A class of anti-diabetic medications, namely Sodium Glucose Co-Transporter-2 (SGLT2) inhibitors, has shown their potential effects beyond glucose tolerance in Type 2 Diabetes Mellitus (T2DM) patients. These inhibitors may affect inflammatory indicators, including monocyte chemoattractant protein-1 (MCP-1), which contributes to insulin resistance and vascular inflammation. Furthermore, uromodulin levels, a kidney-specific protein linked to renal function and tubular health, may be impacted by SGLT2 inhibitors.

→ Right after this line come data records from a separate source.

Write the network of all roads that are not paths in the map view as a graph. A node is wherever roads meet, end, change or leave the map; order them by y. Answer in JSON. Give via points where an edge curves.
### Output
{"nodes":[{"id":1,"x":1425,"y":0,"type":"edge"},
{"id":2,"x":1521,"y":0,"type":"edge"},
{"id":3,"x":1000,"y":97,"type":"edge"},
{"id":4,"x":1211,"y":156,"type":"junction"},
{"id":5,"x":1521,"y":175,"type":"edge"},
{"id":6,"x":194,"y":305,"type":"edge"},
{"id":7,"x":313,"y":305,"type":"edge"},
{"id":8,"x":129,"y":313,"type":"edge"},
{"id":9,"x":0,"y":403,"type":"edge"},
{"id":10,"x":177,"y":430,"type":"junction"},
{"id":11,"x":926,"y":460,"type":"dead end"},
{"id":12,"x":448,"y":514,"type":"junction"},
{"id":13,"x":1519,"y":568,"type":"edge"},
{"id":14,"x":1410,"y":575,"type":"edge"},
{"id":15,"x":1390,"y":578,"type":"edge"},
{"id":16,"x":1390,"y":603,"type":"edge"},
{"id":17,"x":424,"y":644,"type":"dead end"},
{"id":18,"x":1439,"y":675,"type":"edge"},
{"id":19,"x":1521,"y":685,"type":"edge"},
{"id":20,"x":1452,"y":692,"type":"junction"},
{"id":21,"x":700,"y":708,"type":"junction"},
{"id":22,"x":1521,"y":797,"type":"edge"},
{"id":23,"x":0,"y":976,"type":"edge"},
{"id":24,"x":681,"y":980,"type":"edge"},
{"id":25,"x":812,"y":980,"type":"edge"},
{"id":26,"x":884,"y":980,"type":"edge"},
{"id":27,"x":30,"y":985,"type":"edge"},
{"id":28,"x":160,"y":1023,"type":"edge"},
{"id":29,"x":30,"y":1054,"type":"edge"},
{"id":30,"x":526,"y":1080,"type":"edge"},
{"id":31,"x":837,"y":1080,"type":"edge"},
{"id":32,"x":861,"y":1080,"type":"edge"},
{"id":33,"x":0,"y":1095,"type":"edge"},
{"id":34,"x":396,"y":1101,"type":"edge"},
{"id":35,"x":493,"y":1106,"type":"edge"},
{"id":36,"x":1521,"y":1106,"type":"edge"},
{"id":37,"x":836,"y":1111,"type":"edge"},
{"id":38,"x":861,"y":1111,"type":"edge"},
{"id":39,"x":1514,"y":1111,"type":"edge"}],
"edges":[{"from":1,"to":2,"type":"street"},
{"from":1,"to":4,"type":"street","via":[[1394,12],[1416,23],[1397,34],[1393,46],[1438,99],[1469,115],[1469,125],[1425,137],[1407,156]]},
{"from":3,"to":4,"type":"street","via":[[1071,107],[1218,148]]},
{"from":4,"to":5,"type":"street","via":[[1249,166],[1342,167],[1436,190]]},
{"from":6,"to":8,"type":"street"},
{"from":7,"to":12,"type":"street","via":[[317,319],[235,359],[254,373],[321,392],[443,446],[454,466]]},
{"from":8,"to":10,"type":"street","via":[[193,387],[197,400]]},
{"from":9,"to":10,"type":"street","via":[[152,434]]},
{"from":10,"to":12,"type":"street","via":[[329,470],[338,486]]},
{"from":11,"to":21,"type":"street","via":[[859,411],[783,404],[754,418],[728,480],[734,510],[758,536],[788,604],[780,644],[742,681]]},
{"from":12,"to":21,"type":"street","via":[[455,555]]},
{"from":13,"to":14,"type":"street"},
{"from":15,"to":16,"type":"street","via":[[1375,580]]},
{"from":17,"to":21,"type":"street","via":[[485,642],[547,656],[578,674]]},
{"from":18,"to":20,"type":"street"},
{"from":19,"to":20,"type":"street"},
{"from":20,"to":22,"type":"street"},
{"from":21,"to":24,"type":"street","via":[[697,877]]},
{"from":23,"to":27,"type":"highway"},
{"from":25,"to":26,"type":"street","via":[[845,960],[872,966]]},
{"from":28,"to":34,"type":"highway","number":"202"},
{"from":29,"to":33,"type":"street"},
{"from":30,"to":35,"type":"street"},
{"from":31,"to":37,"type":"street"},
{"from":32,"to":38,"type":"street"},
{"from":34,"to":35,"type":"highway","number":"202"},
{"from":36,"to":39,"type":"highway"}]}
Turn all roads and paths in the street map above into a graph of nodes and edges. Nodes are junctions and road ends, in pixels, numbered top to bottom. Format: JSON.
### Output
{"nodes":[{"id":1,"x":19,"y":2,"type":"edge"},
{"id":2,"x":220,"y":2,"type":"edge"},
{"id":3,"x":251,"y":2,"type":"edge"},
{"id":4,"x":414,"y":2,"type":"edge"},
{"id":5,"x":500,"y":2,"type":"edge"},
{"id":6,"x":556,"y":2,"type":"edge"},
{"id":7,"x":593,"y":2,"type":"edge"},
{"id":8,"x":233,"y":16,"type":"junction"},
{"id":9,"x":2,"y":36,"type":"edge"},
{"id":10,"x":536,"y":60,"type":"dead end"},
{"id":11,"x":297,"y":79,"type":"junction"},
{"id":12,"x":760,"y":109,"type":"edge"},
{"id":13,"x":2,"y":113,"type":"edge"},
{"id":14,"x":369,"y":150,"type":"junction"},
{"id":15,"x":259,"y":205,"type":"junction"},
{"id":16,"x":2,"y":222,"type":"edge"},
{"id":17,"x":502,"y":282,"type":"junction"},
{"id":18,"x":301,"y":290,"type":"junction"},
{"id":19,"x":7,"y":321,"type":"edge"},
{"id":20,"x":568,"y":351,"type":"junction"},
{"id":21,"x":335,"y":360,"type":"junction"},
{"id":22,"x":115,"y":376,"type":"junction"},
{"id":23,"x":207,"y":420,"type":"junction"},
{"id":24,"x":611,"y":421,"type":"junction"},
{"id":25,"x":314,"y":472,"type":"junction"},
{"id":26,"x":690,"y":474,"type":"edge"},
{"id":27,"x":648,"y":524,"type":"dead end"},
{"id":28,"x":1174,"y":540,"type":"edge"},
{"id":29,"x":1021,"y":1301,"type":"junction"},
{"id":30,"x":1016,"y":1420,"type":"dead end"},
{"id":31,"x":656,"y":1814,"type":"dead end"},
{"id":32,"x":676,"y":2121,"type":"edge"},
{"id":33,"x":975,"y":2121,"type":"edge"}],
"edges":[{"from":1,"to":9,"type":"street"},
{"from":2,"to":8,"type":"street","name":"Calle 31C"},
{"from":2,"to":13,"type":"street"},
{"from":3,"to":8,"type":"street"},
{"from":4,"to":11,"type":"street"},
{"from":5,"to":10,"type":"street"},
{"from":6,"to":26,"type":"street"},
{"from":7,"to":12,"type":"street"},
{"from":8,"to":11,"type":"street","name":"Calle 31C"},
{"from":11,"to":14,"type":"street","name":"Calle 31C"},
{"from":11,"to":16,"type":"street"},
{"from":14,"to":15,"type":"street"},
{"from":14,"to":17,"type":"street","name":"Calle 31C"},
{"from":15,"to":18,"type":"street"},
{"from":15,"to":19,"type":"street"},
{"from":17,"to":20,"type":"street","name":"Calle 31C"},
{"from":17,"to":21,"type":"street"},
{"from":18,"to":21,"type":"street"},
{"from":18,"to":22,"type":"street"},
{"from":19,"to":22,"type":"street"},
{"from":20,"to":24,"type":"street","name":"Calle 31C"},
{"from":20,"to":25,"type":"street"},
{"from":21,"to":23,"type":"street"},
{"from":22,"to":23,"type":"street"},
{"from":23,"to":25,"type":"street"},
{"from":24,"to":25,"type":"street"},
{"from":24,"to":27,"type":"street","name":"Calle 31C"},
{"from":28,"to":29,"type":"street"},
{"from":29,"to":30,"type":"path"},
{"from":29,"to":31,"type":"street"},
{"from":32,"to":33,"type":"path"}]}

The study aimed to assess the role of inflammatory biomarkers in patients with renal dysfunction and T2DM who were receiving SGLT2 inhibitors compared to those receiving antidiabetic medications other than SGLT2 inhibitors.

Methodology

It was a cross-sectional, observational, prospective, and single-centric study that was done to assess serum MCP-1 and uromodulin levels in T2DM patients with early renal dysfunction on SGLT2 inhibitors (n = 28), other antidiabetic medications (n = 28), and healthy controls (n = 30). The study also evaluated associations with glycosylated hemoglobin (HbA1c), fasting plasma glucose (FPG), estimated glomerular filtration rate (eGFR), serum creatinine, serum urea, serum uric acid, body mass index (BMI), and age.

Results

Serum MCP-1 and uromodulin levels were considerably lower in T2DM patients with early renal impairment who were on SGLT2 inhibitors than in those taking other antidiabetic drugs. Serum uromodulin was found to be negatively correlated with both serum urea and FPG in patients using SGLT2 inhibitors. FPG and serum MCP-1 were significantly correlated negatively in these patients. However, no significant correlation was observed between serum MCP-1 and HbA1c, eGFR, serum creatinine, or serum uric acid.

Conclusion

It has been concluded that patients taking SGLT2 inhibitors are at lower risk of inflammation and renal dysfunction. However, further research is needed to strengthen the evidence of the associations between SGLT2 inhibitors and inflammation.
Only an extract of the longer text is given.